Die Immobilienpreise sind in den A- und zunehmend auch in den B-Lagen teilweise in schwindelerregende Höhen gestiegen. Lukrative Kaufgelegenheiten lassen sich auch mit bester Vernetzung im Markt kaum noch finden. Die Investorengelder wollen jedoch investiert sein, schließlich werfen sie sonst praktisch keine Zinsen ab – und verwässern damit die Performance des Gesamtfonds. Derzeit halten die OIFs im Schnitt 21 Prozent Liquidität. Das ist zwar weniger als 2017, aber immer noch eine vergleichsweise hohe Quote.

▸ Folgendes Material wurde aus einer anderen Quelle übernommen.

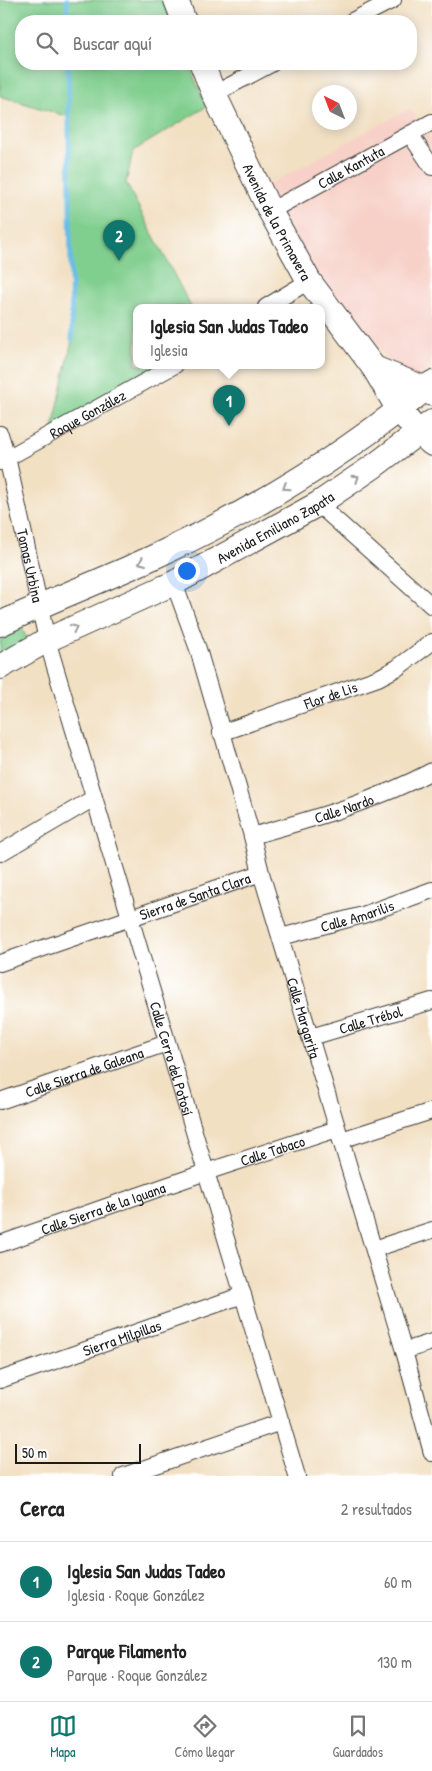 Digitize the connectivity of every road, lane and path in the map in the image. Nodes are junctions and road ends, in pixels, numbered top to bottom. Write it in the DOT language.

Solange die Leitzinsen am Boden verharren, bleiben auch Sachwerte wie Immobilien bei den Anlegern sehr beliebt. Die Fondsbranche reagiert mit stetigen OIF-Neuemissionen. Doch das Anlagerisiko wird notwendigerweise wachsen müssen, denn sichere Renditebringer sind am heutigen Immobilienmarkt Mangelware.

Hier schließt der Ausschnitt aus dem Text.